American actor (born 1999)

Julian Shapiro-Barnum (born 1999) is an American actor and comedian, known for creating and hosting the web series Recess Therapy, in which he interviews children playing outside in New York City. In 2023, he was included in the Forbes 30 Under 30 list in the social media category.

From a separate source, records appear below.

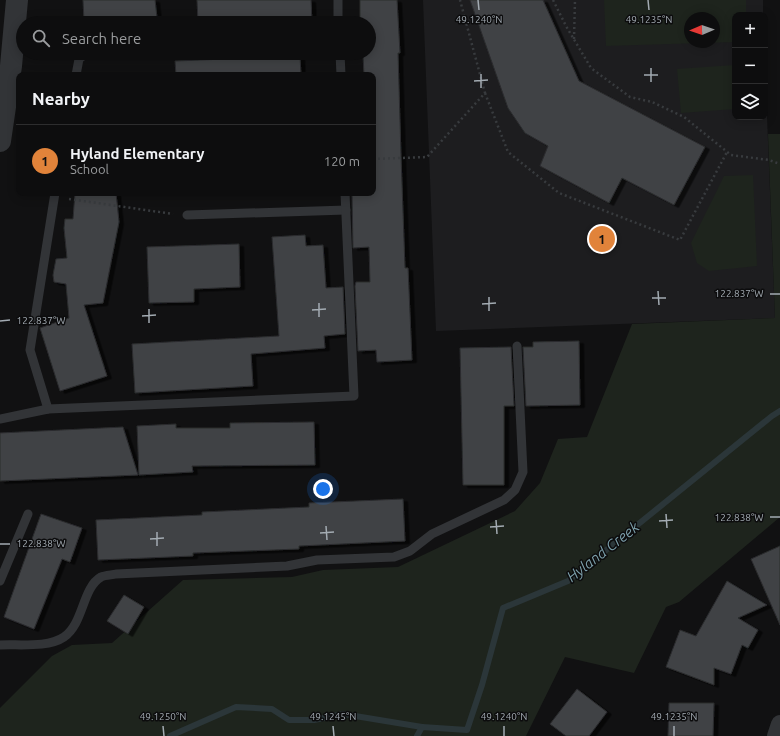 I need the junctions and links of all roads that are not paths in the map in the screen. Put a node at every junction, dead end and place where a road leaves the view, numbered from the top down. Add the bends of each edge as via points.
1 (17, 0) edge
2 (338, 0) edge
3 (338, 16) edge
4 (79, 60) edge
5 (340, 60) edge
6 (77, 72) edge
7 (341, 72) edge
8 (0, 141) edge
9 (55, 196) edge
10 (345, 196) edge
11 (346, 210) junction
12 (187, 215) road end
13 (517, 346) dead end
14 (48, 410) junction
15 (0, 419) edge
16 (28, 514) dead end
17 (0, 581) edge
18 (0, 645) edge
19 (780, 724) edge
20 (776, 736) edge

1 - 8 street
2 - 3 lane
4 - 6 lane
5 - 7 lane
9 - 14 lane via 30,350
10 - 11 lane
11 - 12 lane
11 - 14 lane via 354,396
13 - 18 lane via 523,472 515,490 504,500 432,534 410,551 394,557 317,560 287,566 116,574 101,577 91,589 76,624 64,637 48,642
14 - 15 lane
16 - 17 lane
19 - 20 street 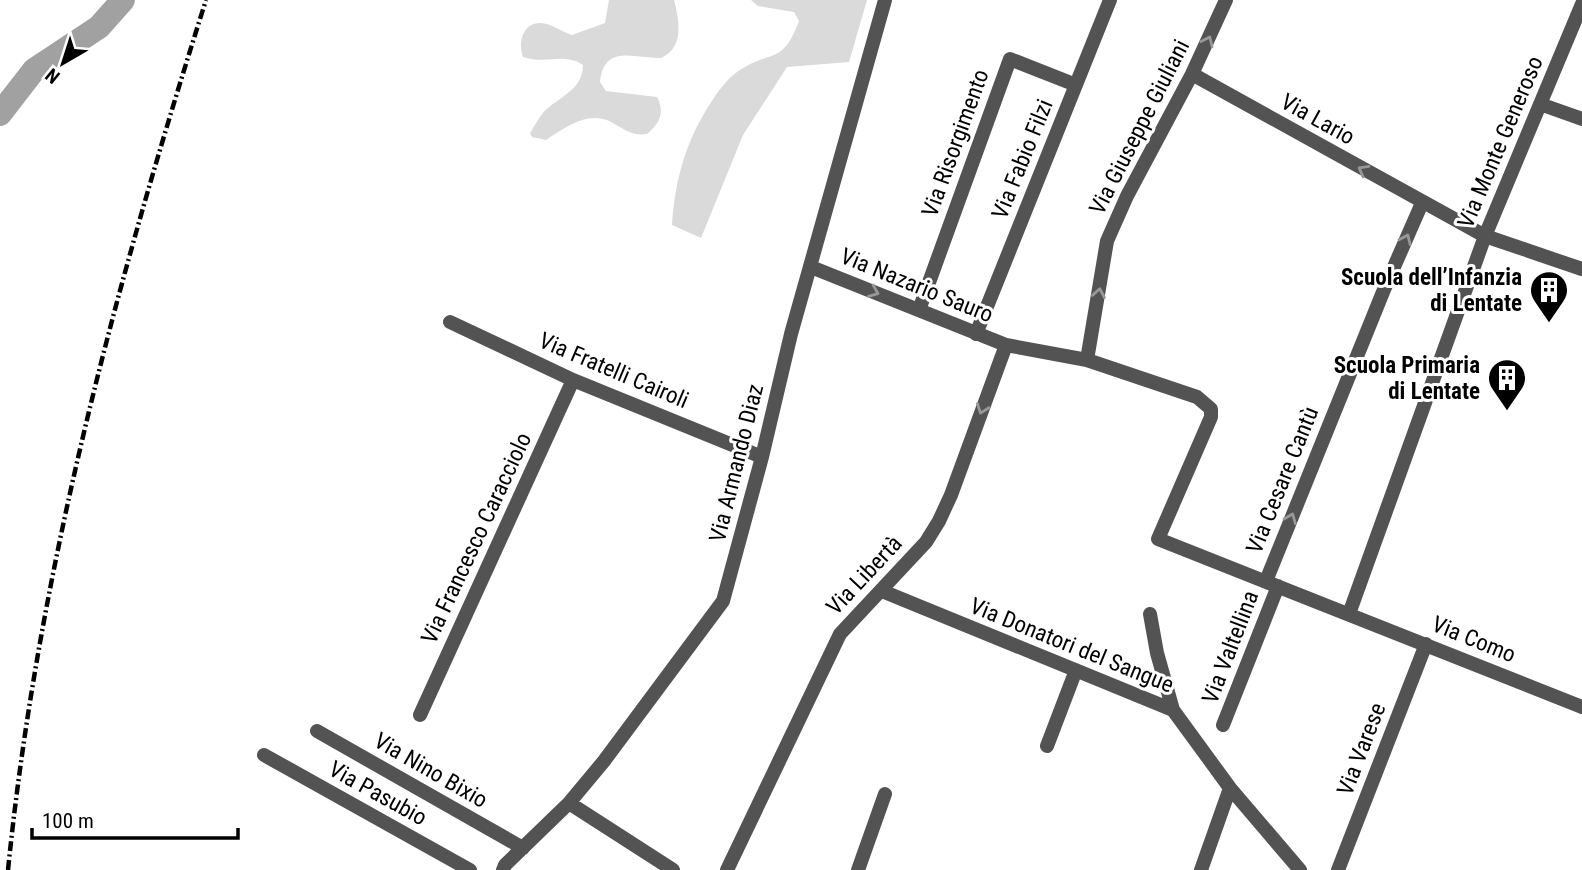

Shapiro-Barnum grew up in Cobble Hill, Brooklyn, and Philadelphia with five parents: his biological mother and her ex-wife, his biological father and his husband, and a stepmother. Two of his parents are Sophia Z. Lee, a law professor at the University of Pennsylvania Law School, and Lorin Sklamberg, lead singer of the Klezmatics. He is Jewish and bisexual. He attended the Boston University College of Fine Arts where he majored in acting, graduating in 2021 with a Bachelor of Fine Arts. The idea for Recess Therapy originated as part of Shapiro-Barnum's thesis project, and the series was eventually launched in April 2021 on YouTube in partnership with Doing Things Media. Many clips from the series have gone viral, including an interview with Corn Kid, and the series has featured guests such as Michelle Obama, Amy Poehler, and Charli XCX.

In 2022, Shapiro-Barnum was presented with the Family Entertainment Safe Streaming Hero Award at the inaugural Family Entertainment Awards Dinner by Variety and Kidoodle.TV. The following year, he won two Webby Awards, in the categories of Viral Video and Best Creator, Personality or Host. Shapiro-Barnum is also the creator and executive producer of Celebrity Substitute, alongside Benj Pasek and Justin Paul. The web series, which features celebrities as substitute teachers in an elementary school classroom, launched in October 2024 on YouTube. His third web series, Outside Tonight, is a YouTube late-night talk show that premiered on June 17, 2026.